ABS: Adaptive Bounded Staleness Converges Faster and Communicates Less
Qiao Tan, Feng Zhu, Jingjing Zhang
TL;DR
ABS introduces an adaptive bounded staleness strategy for distributed PS-based SGD that jointly tunes the number of workers the PS waits for and the freshness of gradients. By using a dynamic staleness threshold $\tau_{\max}^t$ and an increasing $K^t$, along with a restart rule for highly stale workers and local SGD to reduce communication, ABS achieves faster wall-clock convergence and fewer communication rounds on non-convex objectives. Theoretical guarantees show ergodic convergence with a rate of $\mathcal{O}(1/\sqrt{TKU})$, and empirical results on CIFAR-10 demonstrate superior performance over AdaSync, SA-AdaSync, and Local SGD. Overall, ABS offers a practical, tunable mechanism to balance speed and accuracy in large-scale distributed training with stragglers.
Abstract
Wall-clock convergence time and communication rounds are critical performance metrics in distributed learning with parameter-server setting.
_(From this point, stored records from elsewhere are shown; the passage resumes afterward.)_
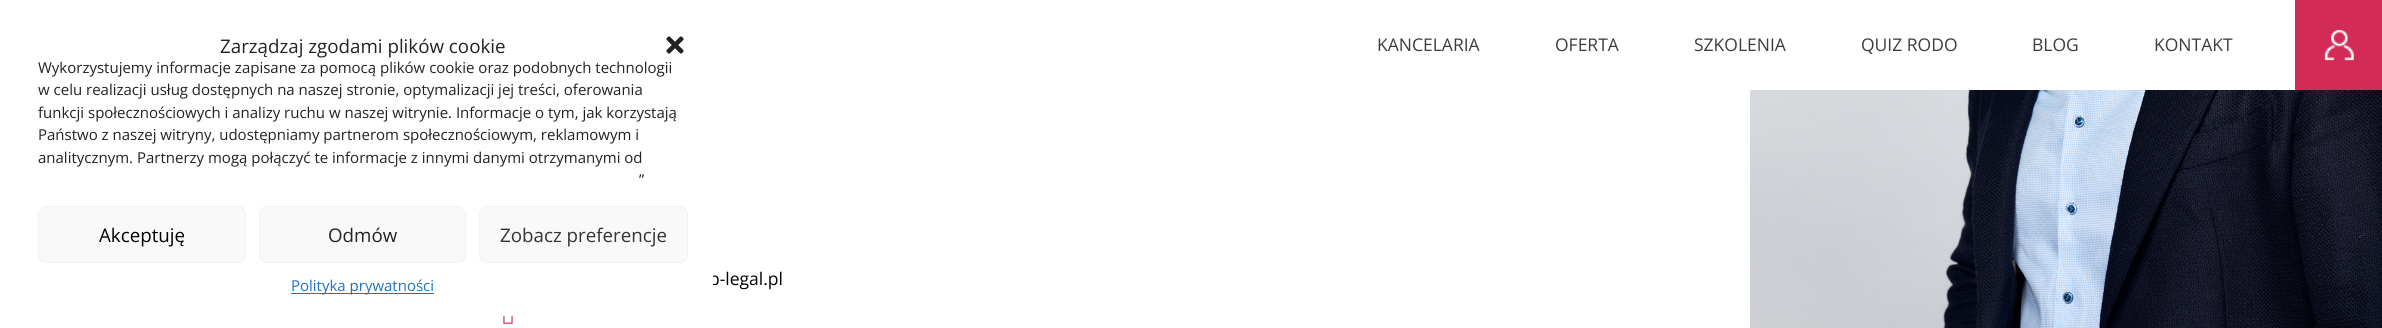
import math
import cairo


def round_path(ctx, x, y, w, h, r):
	ctx.new_sub_path()
	for i, (u, v) in enumerate([(x + w - r, y + h - r), (x + r, y + h - r), (x + r, y + r), (x + w - r, y + r)]):
		ctx.arc(u, v, r, i * math.pi / 2, (i + 1) * math.pi / 2)
	ctx.close_path()

def paste(ctx, path, x, y, w, h):
	ctx.save()
	ctx.set_source_surface(cairo.ImageSurface.create_from_png(path), x, y)
	ctx.rectangle(x, y, w, h)
	ctx.fill()
	ctx.restore()

def draw(ctx):
	ctx.set_source_rgb(1, 1, 1)
	ctx.paint()
	ctx.select_font_face('Open Sans')
	ctx.set_font_size(17.5)
	ctx.set_source_rgb(0, 0, 0)
	ctx.move_to(709, 285)
	ctx.show_text('p-legal.pl')
	ctx.set_source_rgb(1, 1, 1)
	round_path(ctx, 13, 13, 700, 303, 15)
	ctx.fill()
	ctx.set_font_size(18.75)
	ctx.set_source_rgb(0.133, 0.133, 0.133)
	ctx.move_to(220, 53)
	ctx.show_text('Zarządzaj zgodami plików cookie')
	paste(ctx, 'media/1.png', 666, 36, 18, 18)
	ctx.set_font_size(15)
	for x, y, s in [
		(38, 73, 'Wykorzystujemy informacje zapisane za pomocą plików cookie oraz podobnych technologii'),
		(38, 95, 'w celu realizacji usług dostępnych na naszej stronie, optymalizacji jej treści, oferowania'),
		(38, 118, 'funkcji społecznościowych i analizy ruchu w naszej witrynie. Informacje o tym, jak korzystają'),
		(38, 140, 'Państwo z naszej witryny, udostępniamy partnerom społecznościowym, reklamowym i'),
		(38, 163, 'analitycznym. Partnerzy mogą połączyć te informacje z innymi danymi otrzymanymi od'),
		(639, 185, '”'),
	]:
		ctx.move_to(x, y)
		ctx.show_text(s)
	ctx.set_source_rgb(0.976, 0.976, 0.976)
	round_path(ctx, 38.5, 206.5, 207, 56, 7.5)
	ctx.fill_preserve()
	ctx.set_source_rgb(0.949, 0.949, 0.949)
	ctx.set_line_width(1)
	ctx.stroke()
	ctx.set_font_size(18.75)
	ctx.set_source_rgb(0, 0, 0)
	ctx.move_to(99, 242)
	ctx.show_text('Akceptuję')
	ctx.set_source_rgb(0.976, 0.976, 0.976)
	round_path(ctx, 259.5, 206.5, 206, 56, 7.5)
	ctx.fill_preserve()
	ctx.set_source_rgb(0.949, 0.949, 0.949)
	ctx.stroke()
	ctx.set_source_rgb(0.133, 0.133, 0.133)
	ctx.move_to(328, 242)
	ctx.show_text('Odmów')
	ctx.set_source_rgb(0.976, 0.976, 0.976)
	round_path(ctx, 479.5, 206.5, 208, 56, 7.5)
	ctx.fill_preserve()
	ctx.set_source_rgb(0.949, 0.949, 0.949)
	ctx.stroke()
	ctx.set_source_rgb(0.2, 0.2, 0.2)
	ctx.move_to(500, 242)
	ctx.show_text('Zobacz preferencje')
	ctx.set_source_rgb(0.118, 0.451, 0.745)
	ctx.rectangle(291, 293, 143, 1)
	ctx.fill()
	ctx.set_font_size(15)
	ctx.move_to(291, 291)
	ctx.show_text('Polityka prywatności')
	ctx.set_font_size(17.5)
	ctx.set_source_rgb(0.247, 0.235, 0.231)
	for x, y, s in [
		(1377, 51, 'KANCELARIA'),
		(1555, 51, 'OFERTA'),
		(1694, 51, 'SZKOLENIA'),
		(1861, 51, 'QUIZ RODO'),
		(2032, 51, 'BLOG'),
		(2154, 51, 'KONTAKT'),
	]:
		ctx.move_to(x, y)
		ctx.show_text(s)
	ctx.set_source_rgb(0.824, 0.169, 0.337)
	ctx.rectangle(2295, 0, 87, 90)
	ctx.fill()
	paste(ctx, 'media/2.png', 2324, 29, 30, 32)
	paste(ctx, 'media/3.png', 503, 316, 10, 8)
	paste(ctx, 'media/4.png', 1750, 90, 632, 238)


surface = cairo.ImageSurface(cairo.FORMAT_RGB24, 2382, 328)
ctx = cairo.Context(surface)
options = cairo.FontOptions()
options.set_hint_metrics(cairo.HINT_METRICS_OFF)
options.set_hint_style(cairo.HINT_STYLE_NONE)
ctx.set_font_options(options)
ctx.set_miter_limit(4)
draw(ctx)
surface.write_to_png('image.png')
While synchronous methods converge fast but are not robust to stragglers; and asynchronous ones can reduce the wall-clock time per round but suffers from degraded convergence rate due to the staleness of gradients, it is natural to combine the two methods to achieve a balance. In this work, we develop a novel asynchronous strategy that leverages the advantages of both synchronous methods and asynchronous ones, named adaptive bounded staleness (ABS). The key enablers of ABS are two-fold. First, the number of workers that the PS waits for per round for gradient aggregation is adaptively selected to strike a straggling-staleness balance. Second, the workers with relatively high staleness are required to start a new round of computation to alleviate the negative effect of staleness. Simulation results are provided to demonstrate the superiority of ABS over state-of-the-art schemes in terms of wall-clock time and communication rounds.